Il y a plusieurs aspects du témoignage de ces « bienheureux martyrs », comme ils furent aussitôt définis, qui nous font réfléchir aujourd’hui. Je voudrais en souligner un pour notre Fraternité universelle, comme l’ont déjà fait les Évêques de l’Église de Dieu qui est en République tchèque dans la lettre qui sera lue aux messes dominicales du 30 septembre 2012. Il s’agit du fait que ces 14 martyrs OFM formaient une vraie Fraternité internationale selon les diverses modulations du charisme franciscain - 4 frères prêtres (Frère Federico Bachstein, Frère Juan Martínez, Frère Barthélemy Dalmasono, Frère Simon); 4 frères laïcs (Frère Christophe Zelt, Frère Jean Didak, Frère Emanuel, Frère Jean Bodeo); 1 frère diacre (Frère Jérôme des Conti Arese); 1 frère sous-diacre (Frère Gaspar Bodeo); 2 frères de voeux temporaires (Frère Jacques et Frère Clément); 2 frères novices (Frère Jean et Frère Antoine) – et par les diverses nations dont ils provenaient : 4 Bohémiens, 4 Italiens, 3 Allemands, 1 Espagnol, 1 Français et 1 Hollandais.
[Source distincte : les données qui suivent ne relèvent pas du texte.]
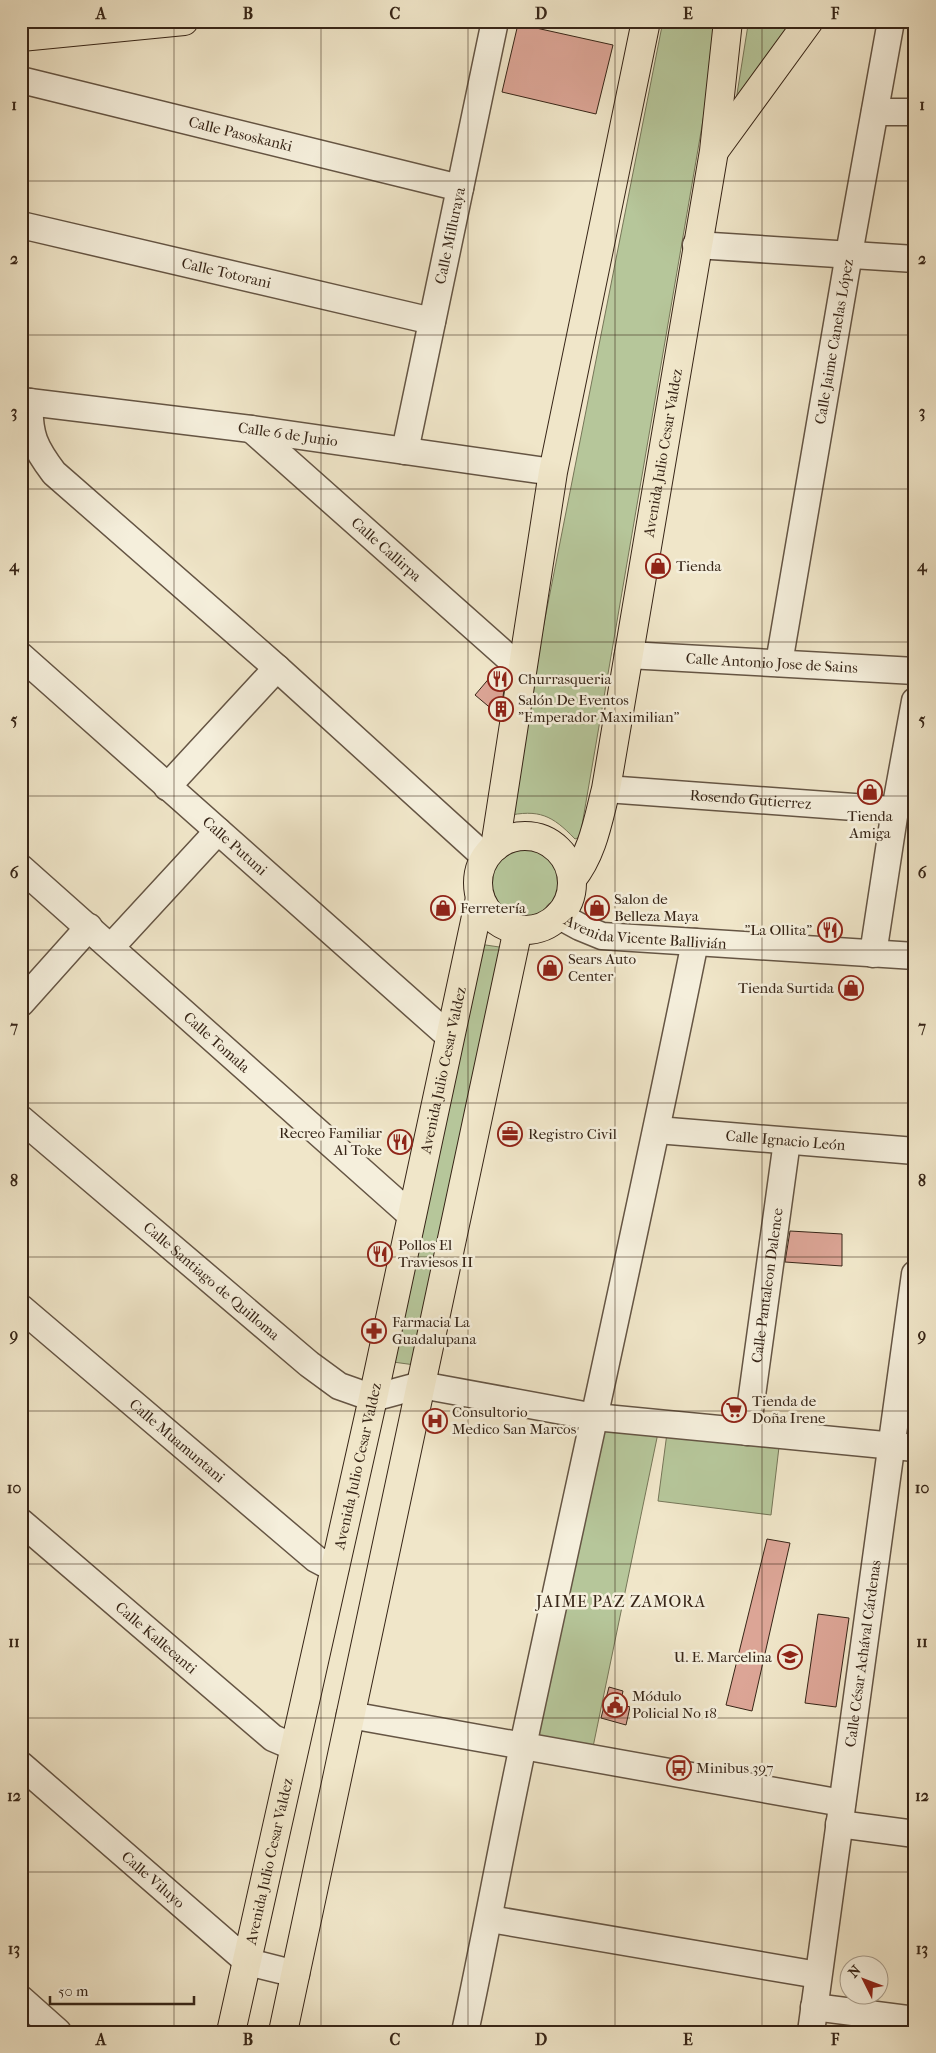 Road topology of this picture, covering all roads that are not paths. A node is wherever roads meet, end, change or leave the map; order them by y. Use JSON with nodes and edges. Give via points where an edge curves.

Voilà le témoignage que, surtout aujourd’hui, nos Fraternités internationales peuvent offrir aux peuples d’une Europe, et pas uniquement, toujours en suspens entre la solidarité et la recherche des propres intérêts, entre le désir d’être une « maison commune » et l’édification de nouveaux « murs » :un nouveau schéma de société, basé sur la dignité de la personne et sur la valorisation des « richesses » de tous. Il s’agit d’une exhortation à nous souvenir sans cesse de l’invitation de François: « c’est pour cela que le Seigneur vous a envoyé de par le monde » ! Il nous a envoyé comme des frères, pour être les frères de tous et pour dire à tous : vous êtes des frères. Donner un témoignage de fraternité, voilà l’annonce primordiale et la plus lisible de l’Évangile. Non, les Fraternités internationales ne sont pas une idée pèlerine. Elles font référence à un « trait ancien », à la Fraternité itinérante de François, à la Fraternité internationale des 14 martyrs de Prague!